David Ferguson, counsel for defendant Leslie Abner, urged the Utah Supreme Court to recognize a common-law "right to resist" unlawful searches and seizures rooted in the state constitution and historical practice. "There's a common law right to resist unlawful searches and seizures," Ferguson told the justices, arguing that in some circumstances that right should operate like self-defense and could justify either a jury instruction or, in narrow cases with undisputed facts, judicial suppression of evidence.
Jeff Mann, representing the State of Utah, pushed back that the court need not reach a broad constitutional holding to resolve this appeal. He told the court the simplest disposition would be to affirm because officers had a warrant here: "The easiest way for this court to dispose of this appeal and affirm the conviction is by saying, the police had a warrant, therefore, the common law right to resist would not have applied," Mann said. He also emphasized the limited record and analogized the reported defects in execution to technical violations the U.S. Supreme Court declined to make suppressible in Hudson v. Michigan.

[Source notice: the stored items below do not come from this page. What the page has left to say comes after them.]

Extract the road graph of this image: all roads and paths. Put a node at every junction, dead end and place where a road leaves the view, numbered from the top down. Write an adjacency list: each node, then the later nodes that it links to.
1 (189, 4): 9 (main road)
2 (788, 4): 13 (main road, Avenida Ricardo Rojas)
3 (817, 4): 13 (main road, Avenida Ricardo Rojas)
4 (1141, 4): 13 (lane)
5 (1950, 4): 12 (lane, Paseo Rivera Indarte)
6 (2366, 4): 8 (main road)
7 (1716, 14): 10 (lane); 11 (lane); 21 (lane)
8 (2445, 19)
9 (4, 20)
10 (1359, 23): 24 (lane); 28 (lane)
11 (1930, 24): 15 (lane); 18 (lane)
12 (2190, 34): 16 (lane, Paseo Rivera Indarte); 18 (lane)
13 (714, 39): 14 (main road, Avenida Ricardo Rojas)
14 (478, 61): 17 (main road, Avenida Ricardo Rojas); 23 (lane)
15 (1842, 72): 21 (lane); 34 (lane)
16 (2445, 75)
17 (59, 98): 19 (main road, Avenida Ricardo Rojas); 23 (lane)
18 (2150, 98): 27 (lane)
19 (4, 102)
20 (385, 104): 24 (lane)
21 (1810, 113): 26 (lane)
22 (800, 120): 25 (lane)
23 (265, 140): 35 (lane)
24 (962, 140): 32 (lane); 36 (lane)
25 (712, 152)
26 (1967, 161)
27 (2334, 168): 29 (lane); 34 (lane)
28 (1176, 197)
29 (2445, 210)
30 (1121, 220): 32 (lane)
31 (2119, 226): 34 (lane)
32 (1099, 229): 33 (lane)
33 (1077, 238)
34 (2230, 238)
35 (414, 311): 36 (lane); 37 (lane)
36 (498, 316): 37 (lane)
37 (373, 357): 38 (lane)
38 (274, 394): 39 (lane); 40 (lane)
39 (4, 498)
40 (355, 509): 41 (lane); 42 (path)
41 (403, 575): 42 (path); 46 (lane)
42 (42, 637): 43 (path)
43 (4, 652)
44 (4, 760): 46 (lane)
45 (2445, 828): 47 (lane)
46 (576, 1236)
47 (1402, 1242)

At issue is whether Article I, section 14 (and related provisions) incorporate a common-law right that allows a person to resist an unlawful search or seizure, and if so what remedies flow from that recognition. Ferguson argued the right is historically grounded, can mirror self-defense doctrines (requiring imminence and proportionality), and that courts may sometimes suppress evidence when the facts clearly show bona fide resistance to an unlawful intrusion. He pointed to authorities drawing the historical line between void and merely defective warrants and said a void warrant should be treated like a warrantless unlawful search.
Several justices pressed counsel on the practical contours: would the doctrine be a jury question (a justification defense) or a judicial remedy? How should proportionality be measured when the conduct resisted is an arrest rather than a physical attack? Ferguson acknowledged the issues are fact-intensive and urged that the district court’s refusal to hold an evidentiary hearing below left the record too thin; he asked in the alternative for remand to develop facts.
Mann responded that, even if a common-law right to resist were recognized somewhere in Utah practice, it traditionally applied to warrantless arrests and produced a jury instruction rather than mandatory suppression, and that the court should avoid expanding constitutional text to create a new, broad right. He also noted a concession below: he said the prosecutor told the lower court the motion was "well taken" and dismissed the unlawful-entry portion of the case, and that the remaining defects look like technical execution errors that do not justify suppression.
Throughout the argument the justices tested hypotheticals — from plainly unlawful warrantless entries to an extreme scenario of governmental overreach — and raised concerns about original public understanding, textual silence, and the risks of creating a sweeping constitutional exception that would destabilize existing warrant jurisprudence. Defense counsel cited cases and historical sources (including John Bad Elk and other common-law authorities) and asked the court to either recognize a remedial suppression power under section 14 or allow a jury instruction tied to self-defense principles under Article I, section 1.
The court did not rule from the bench. After closing arguments, the presiding justice said the matter would be taken under advisement.